Obscenidades

(Por José M. Ponce) – No debe ser casualidad que la exposición que inaugura el próximo mes Bruce LaBruce en Madrid lleve por título “Obscenity”. Controvertido y provocador, alternativo y siempre fronterizo, el artista canadiense ha sido frecuentemente tachado de obsceno desde diferentes frentes. Sin embargo, algo que LaBruce ha dejado claro es que se mueve como pez en el agua en esa especie de filo de la navaja que, en algunas ocasiones, separa el porno duro del arte. Lo suyo es tan personal, intransferible e inclasificable que resulta difícil de etiquetar. A veces parece cine independiente, en otras ocasiones se asemeja al porno gay, a menudo juega con los estereotipos propios del movimiento queer, con frecuencia se presenta enmarcado dentro de movimientos culturales juveniles –el punk, por ejemplo- pero siempre termina por ser transgresor y provocativo. De ahí su mala fama y también su gloria.

Nacido en una granja de Canadá y bautizado como Justin Stewart, cuenta la leyenda que su nombre artístico deriva de la denominación despectiva que durante los años 50 recibían los homosexuales. Así, “bruce” sería en inglés el equivalente a “marica” en castellano. Sus comienzos profesionales se remontan a mediada la década de los 80, cuando publica, junto a GB Jones, el fanzine D.J. s, origen según muchos de una buena parte del movimiento queer, especialmente aquel que hace referencia a la homosexualidad masculina. Sus proclamas en contra de ciertos estereotipos del punk y de la cultura gay tradicional y a favor de los skins se verían reflejadas años después en “No skin off my ass”, una de sus películas más notables.

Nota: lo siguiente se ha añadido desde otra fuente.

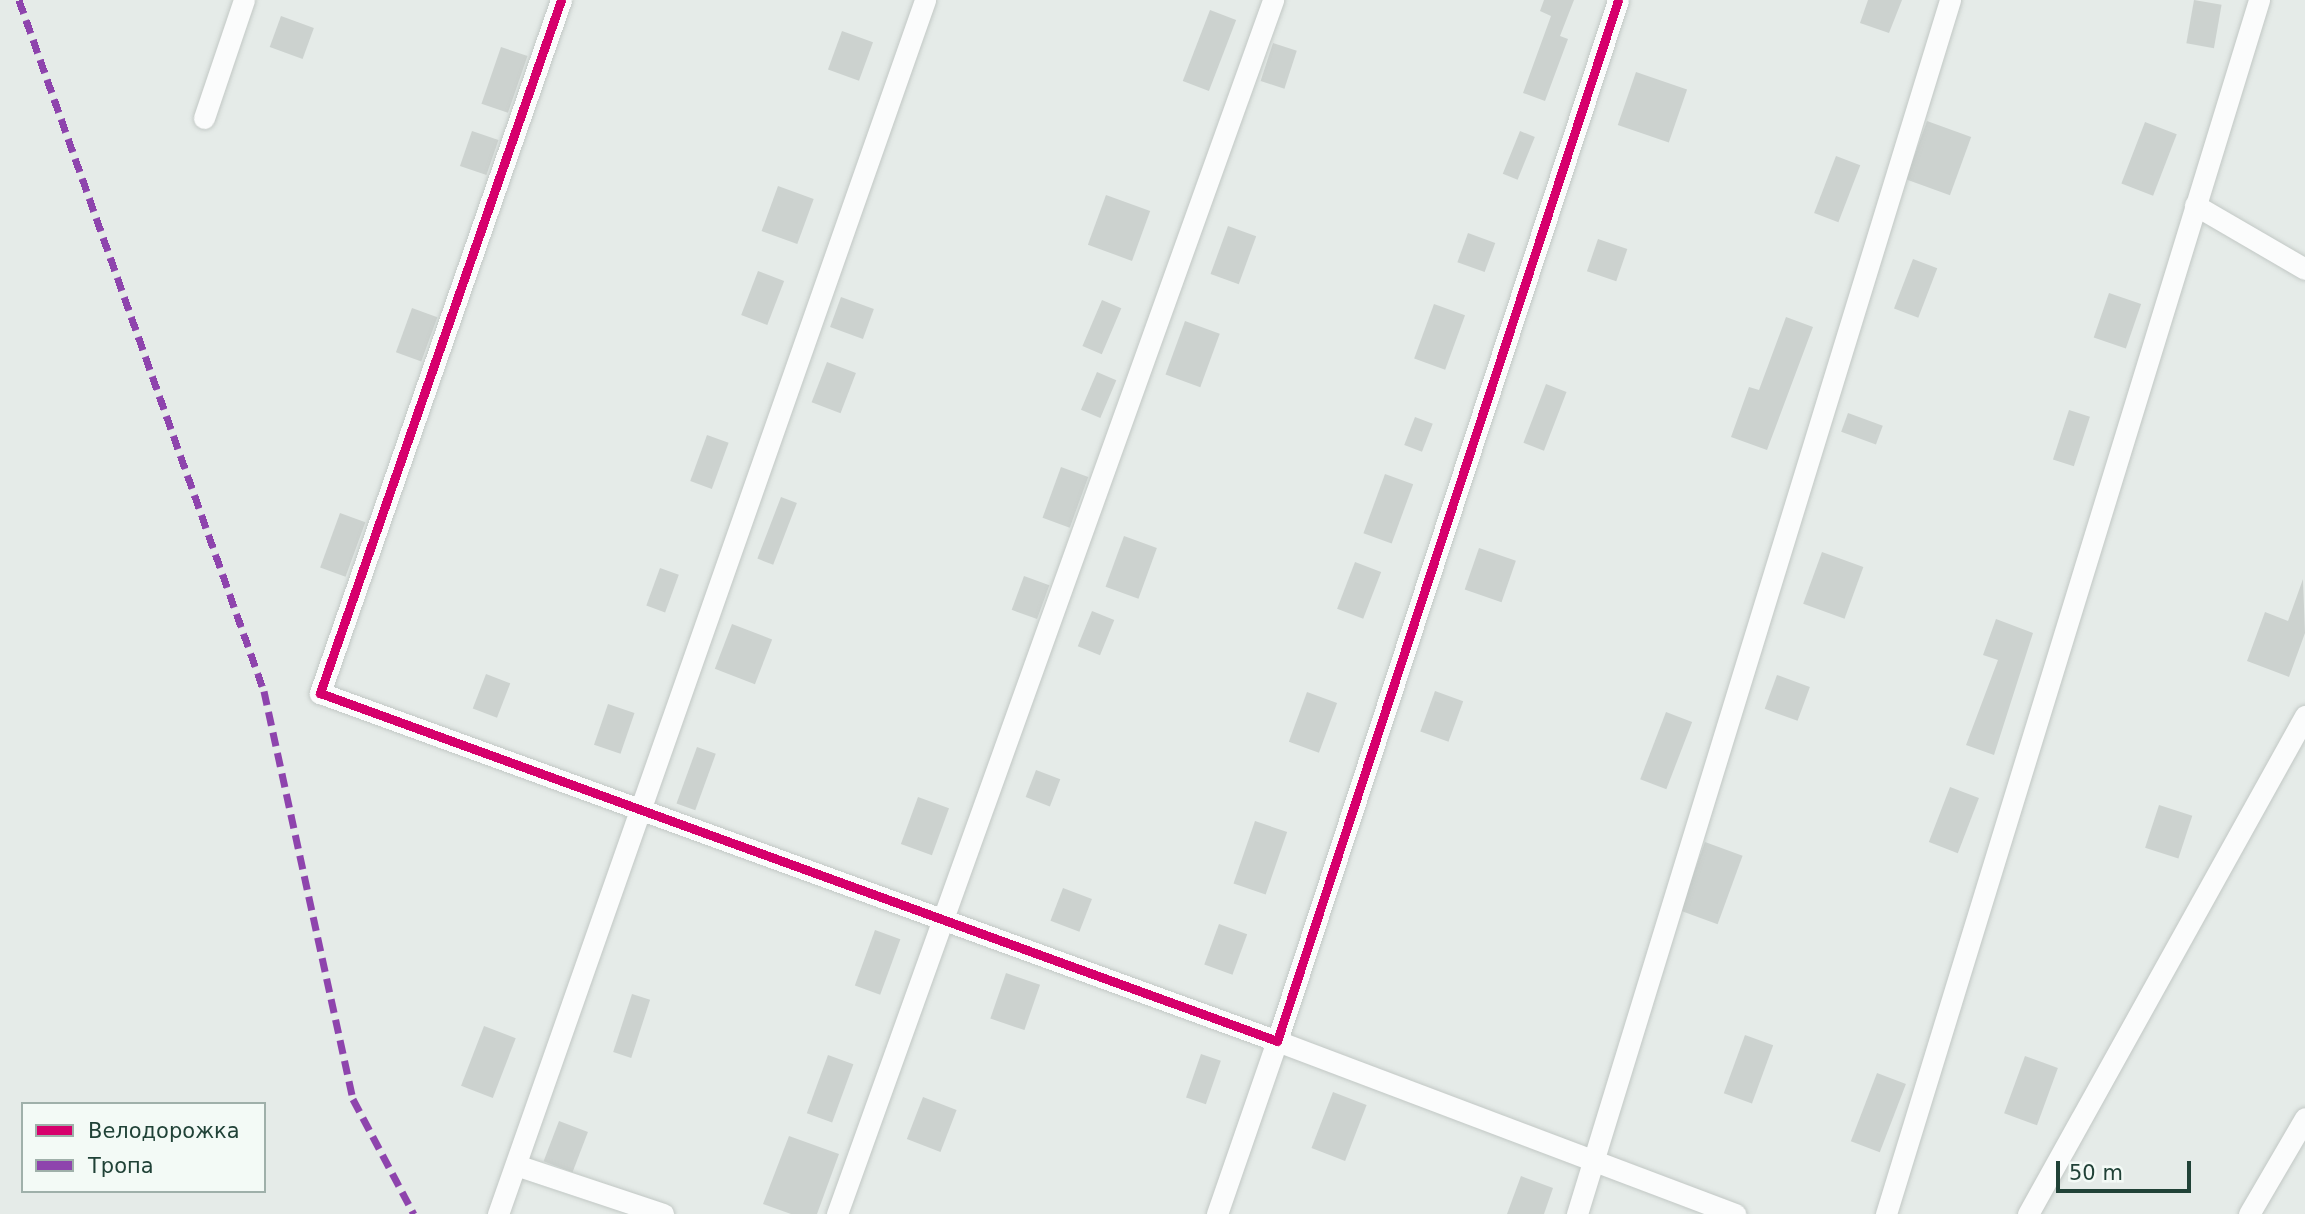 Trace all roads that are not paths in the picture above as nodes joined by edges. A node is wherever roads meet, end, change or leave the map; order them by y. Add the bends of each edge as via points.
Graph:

Sus primeros cortos, herederos del cine de cine de Kenneth Anger, Andy Warhol o Paul Morrisey, están rodados en Súper 8 y fechados a finales de los años 80, periodo en el que comienzan a cultivarse algunas filosofías sexuales tan en boga hoy día. Sin embargo, es en 1993, fecha en la que la citada “No Skin off my ass” triunfa en Sundance, cuando LaBruce alcanza fama de cineasta valioso y comprometido, camino ya de convertirse en artista de culto. No es de extrañar si consideramos que su película, con menos sexo del habitual, está cargada de referencias cinematográficas (no olvidemos que estudió cine en Toronto) e iconográficas que van de Robert Altman a Roman Polansky, pasando por Robert Mapplethorpe, la estética camp y el rollo punk. La cinta, además, establece las que serían las bases de su cine posterior, mezclando hábilmente texturas estéticas con notables hallazgos visuales. Y se establecen también aspectos fundamentales de la que será su filosofía a lo largo de estos años. En contraposición al “no hay futuro” del movimiento punk, él manifiesta abiertamente que “el futuro está en el porno”. Incluso, en su papel de peluquero y en relación a los skins, declara que “ese es el único peinado que tiene sentido hoy día”.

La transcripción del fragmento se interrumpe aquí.